Table 2. Feature History Table
Feature Name
|
Release Information
|
Feature Description
|
Virtual Output Queue Watchdog
|
Release 24.2.1
|
We ensure the continuous movement of traffic queues, which is crucial for enforcing QoS policies, even when hardware issues
disrupt the Virtual Output Queue (VOQ) and impede the flow of traffic. With this feature, if the router detects a stuck queue
on a line card, it shuts down the line card, and if it detects a stuck queue on a fabric card, the router triggers a hard
reset on the NPU. A queue is considered stuck only when there is no transmission for one minute.
The feature is disabled by default and can be enabled using the command hw-module voq-watchdog feature enable .
The feature is supported only on Cisco 8000 Series Routers (Modular) with Cisco Silicon One Q100 or Q200 ASICs.
The feature introduces these changes:
CLI:
|
Virtual Output Queue (VOQ) is a mechanism to manage a situation where a packet at the front of the queue is unable to move
forward due to a busy destination, causing a delay for all packets behind it, even those with available output ports. VOQ
prevents packet delay or loss by providing each output port with a dedicated queue for every input port. This mechanism ensures
that packets are transmitted in the correct order and maintains quality of service (QoS) by managing congestion.
A VOQ can become stuck when it fails to transmit traffic for a certain period despite the non-empty queue. There are a few
scenarios in which this can happen. For example, when a port or traffic class (Output Queue, OQ) is PFC-paused (Priority Flow
Control) by the peer, all the VOQs sending traffic to this OQ are also paused. Another scenario is when a port's higher priority
traffic class (TC) consumes all the port bandwidth, causing lower priority TCs to run out of credits and their corresponding
VOQs to become stuck. This can cause VOQs to stop functioning, potentially leading to traffic loss.

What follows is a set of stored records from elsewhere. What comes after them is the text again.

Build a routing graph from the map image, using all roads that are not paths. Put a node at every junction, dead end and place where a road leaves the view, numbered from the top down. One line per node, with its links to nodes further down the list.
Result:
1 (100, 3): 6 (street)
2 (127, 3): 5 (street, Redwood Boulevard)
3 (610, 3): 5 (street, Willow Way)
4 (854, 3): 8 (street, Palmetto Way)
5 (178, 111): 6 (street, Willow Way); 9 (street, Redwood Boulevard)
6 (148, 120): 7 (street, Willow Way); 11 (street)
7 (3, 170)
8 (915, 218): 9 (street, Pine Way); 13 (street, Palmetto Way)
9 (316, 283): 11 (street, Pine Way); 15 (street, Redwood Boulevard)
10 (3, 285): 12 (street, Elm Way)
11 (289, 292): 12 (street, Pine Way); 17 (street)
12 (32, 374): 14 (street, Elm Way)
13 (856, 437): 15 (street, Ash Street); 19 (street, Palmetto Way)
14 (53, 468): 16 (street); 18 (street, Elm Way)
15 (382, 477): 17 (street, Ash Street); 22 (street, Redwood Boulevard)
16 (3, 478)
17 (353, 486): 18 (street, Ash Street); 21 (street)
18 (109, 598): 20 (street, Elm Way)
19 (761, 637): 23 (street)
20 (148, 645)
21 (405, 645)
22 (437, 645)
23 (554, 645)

VOQ watchdog actively identifies and resolves issues in VOQs that have not sent packets for one minute. It detects stuck VOQs
in both line cards (LCs) and fabric cards (FCs). The feature is disabled by default and can be enabled using the command hw-module voq-watchdog feature enable .
VOQ Watchdog Behavior on Line Cards
By default, the VOQ watchdog feature is disabled on the line cards; as a result, stuck VOQs are not detected, and there are
no interrupts or syslog notifications.
However, after you enable this feature using the hw-module voq-watchdog feature enable command, the router regularly checks the line cards for packets stuck in VOQs. If the router detects any such packets, it
will raise a notification and shut down the line card.
The router displays the following messages when it detects a stuck VOQ.
Syslog Notification - Stuck VOQ; Action: Line card Shutdown
LC/0/0/CPU0:Feb 22 09:16:56.090 UTC: npu_drvr[203]: %FABRIC-NPU_DRVR-3-VOQ_HARDWARE_WATCHDOG :
[7127] : npu[1]: hardware_watchdog.voq_error: VOQ slc:2 voqnum:19955 isinhbm:1 smscntxtnum:3 hbmcntxtnum:14
isstuck:1 nochangesec:64 rdptr:1728 wrptr:1735 avblcrdts:-16668 is_fabric:0
Stuck VOQ; Action: Line card Shutdown
LC/0/0/CPU0:Jan 30 15:10:57.299 UTC: npu_drvr[241]: %PKT_INFRA-FM-2-FAULT_CRITICAL :
ALARM_CRITICAL :VOQ WATCHDOG Alarm :DECLARE :: Shutdown card due to voq watchdog error on ASIC 1.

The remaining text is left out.